- _TASK OBJECTIVE_
Reproduce all lines of the listing below in which the word "улица" occurs.

- _GIVEN DATA_
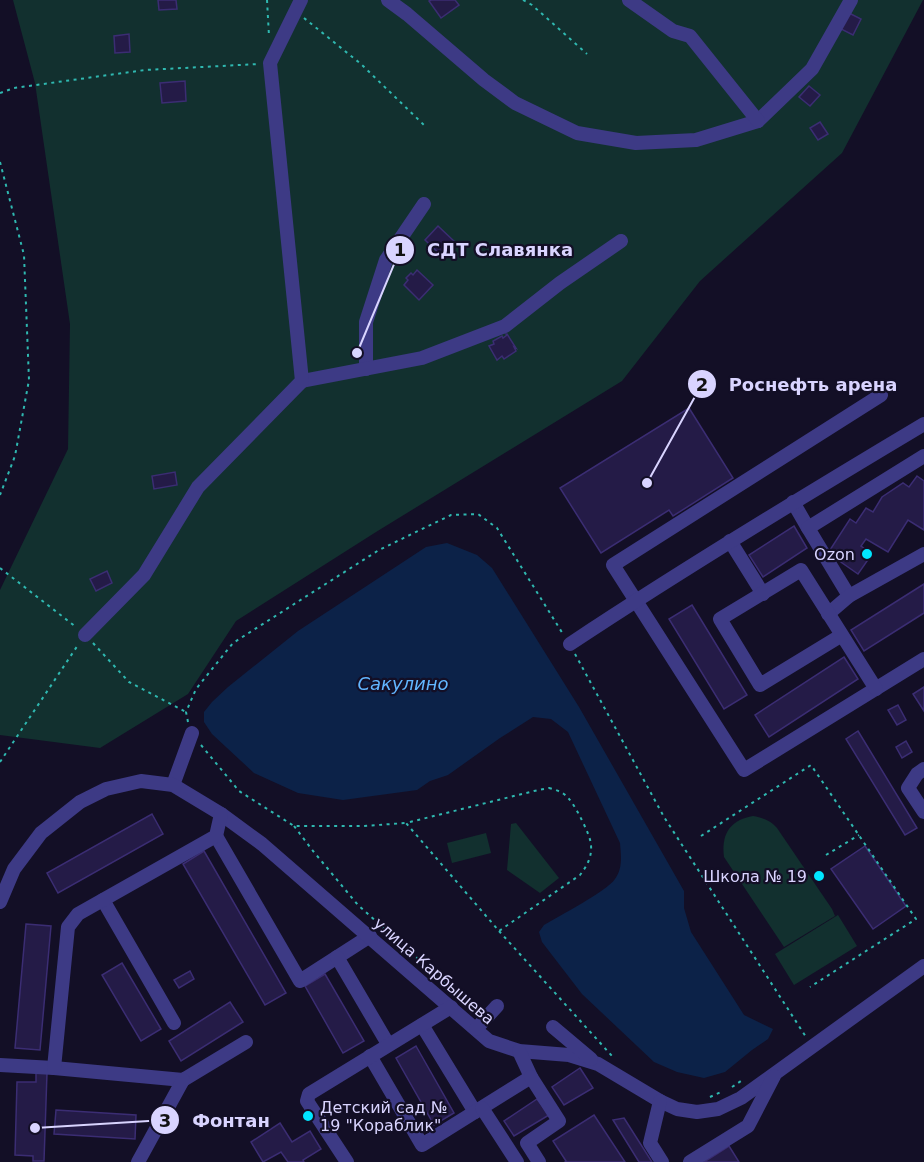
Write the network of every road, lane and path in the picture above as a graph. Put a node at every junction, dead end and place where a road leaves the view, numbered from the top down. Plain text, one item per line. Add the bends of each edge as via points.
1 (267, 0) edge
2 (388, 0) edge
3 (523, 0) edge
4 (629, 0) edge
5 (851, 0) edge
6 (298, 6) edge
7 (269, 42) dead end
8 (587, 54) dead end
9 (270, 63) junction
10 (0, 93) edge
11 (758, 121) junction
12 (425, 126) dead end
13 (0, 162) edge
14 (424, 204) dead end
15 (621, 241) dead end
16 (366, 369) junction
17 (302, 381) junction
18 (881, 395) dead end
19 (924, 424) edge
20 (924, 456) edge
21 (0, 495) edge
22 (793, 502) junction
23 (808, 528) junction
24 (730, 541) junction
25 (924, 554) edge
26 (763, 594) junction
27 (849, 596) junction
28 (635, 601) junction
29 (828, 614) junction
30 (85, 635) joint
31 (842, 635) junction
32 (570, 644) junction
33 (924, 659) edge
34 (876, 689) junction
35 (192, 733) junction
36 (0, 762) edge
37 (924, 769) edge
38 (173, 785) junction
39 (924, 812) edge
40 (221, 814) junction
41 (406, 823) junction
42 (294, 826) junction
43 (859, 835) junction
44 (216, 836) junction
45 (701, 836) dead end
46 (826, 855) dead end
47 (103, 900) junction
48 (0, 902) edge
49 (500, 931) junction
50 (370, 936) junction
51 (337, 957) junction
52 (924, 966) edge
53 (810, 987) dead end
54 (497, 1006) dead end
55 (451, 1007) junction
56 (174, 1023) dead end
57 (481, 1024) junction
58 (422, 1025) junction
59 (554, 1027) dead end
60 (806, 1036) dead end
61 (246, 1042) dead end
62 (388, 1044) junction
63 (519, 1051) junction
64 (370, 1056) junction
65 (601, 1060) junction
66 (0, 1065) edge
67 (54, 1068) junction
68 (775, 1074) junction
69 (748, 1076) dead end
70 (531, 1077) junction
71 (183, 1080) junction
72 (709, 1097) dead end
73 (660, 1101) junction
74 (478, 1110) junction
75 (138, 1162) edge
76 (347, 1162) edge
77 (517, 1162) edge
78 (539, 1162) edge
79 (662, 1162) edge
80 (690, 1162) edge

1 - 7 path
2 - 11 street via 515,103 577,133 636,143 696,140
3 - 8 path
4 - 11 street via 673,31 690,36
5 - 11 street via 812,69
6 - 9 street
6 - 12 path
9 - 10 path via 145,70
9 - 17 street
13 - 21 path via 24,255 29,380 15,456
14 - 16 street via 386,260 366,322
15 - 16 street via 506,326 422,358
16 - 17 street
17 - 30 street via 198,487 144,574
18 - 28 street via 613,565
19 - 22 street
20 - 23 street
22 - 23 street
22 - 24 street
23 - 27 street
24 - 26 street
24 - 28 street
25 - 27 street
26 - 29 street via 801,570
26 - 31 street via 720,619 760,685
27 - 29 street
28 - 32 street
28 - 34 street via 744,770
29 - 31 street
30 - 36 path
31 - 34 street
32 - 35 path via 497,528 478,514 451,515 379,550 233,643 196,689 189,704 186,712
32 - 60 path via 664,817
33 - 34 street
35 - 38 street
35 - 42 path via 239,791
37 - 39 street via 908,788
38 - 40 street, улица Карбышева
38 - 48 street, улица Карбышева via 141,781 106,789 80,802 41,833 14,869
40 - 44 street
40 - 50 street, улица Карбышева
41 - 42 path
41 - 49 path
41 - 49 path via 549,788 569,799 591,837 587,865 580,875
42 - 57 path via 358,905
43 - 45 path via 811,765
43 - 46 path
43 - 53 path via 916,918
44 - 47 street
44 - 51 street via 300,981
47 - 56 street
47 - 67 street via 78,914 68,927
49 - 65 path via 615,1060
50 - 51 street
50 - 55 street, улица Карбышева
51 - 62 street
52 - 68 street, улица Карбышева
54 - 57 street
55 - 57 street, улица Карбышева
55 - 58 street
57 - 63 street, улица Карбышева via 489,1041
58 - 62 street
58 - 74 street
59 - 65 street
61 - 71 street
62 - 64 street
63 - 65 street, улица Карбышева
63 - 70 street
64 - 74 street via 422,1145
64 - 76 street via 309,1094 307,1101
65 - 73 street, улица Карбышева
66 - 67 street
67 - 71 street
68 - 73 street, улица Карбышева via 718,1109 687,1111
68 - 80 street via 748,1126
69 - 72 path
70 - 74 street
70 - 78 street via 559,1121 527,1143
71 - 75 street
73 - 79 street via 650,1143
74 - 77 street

- _FINISHED EXERCISE_
38 - 40 street, улица Карбышева
38 - 48 street, улица Карбышева via 141,781 106,789 80,802 41,833 14,869
40 - 50 street, улица Карбышева
50 - 55 street, улица Карбышева
52 - 68 street, улица Карбышева
55 - 57 street, улица Карбышева
57 - 63 street, улица Карбышева via 489,1041
63 - 65 street, улица Карбышева
65 - 73 street, улица Карбышева
68 - 73 street, улица Карбышева via 718,1109 687,1111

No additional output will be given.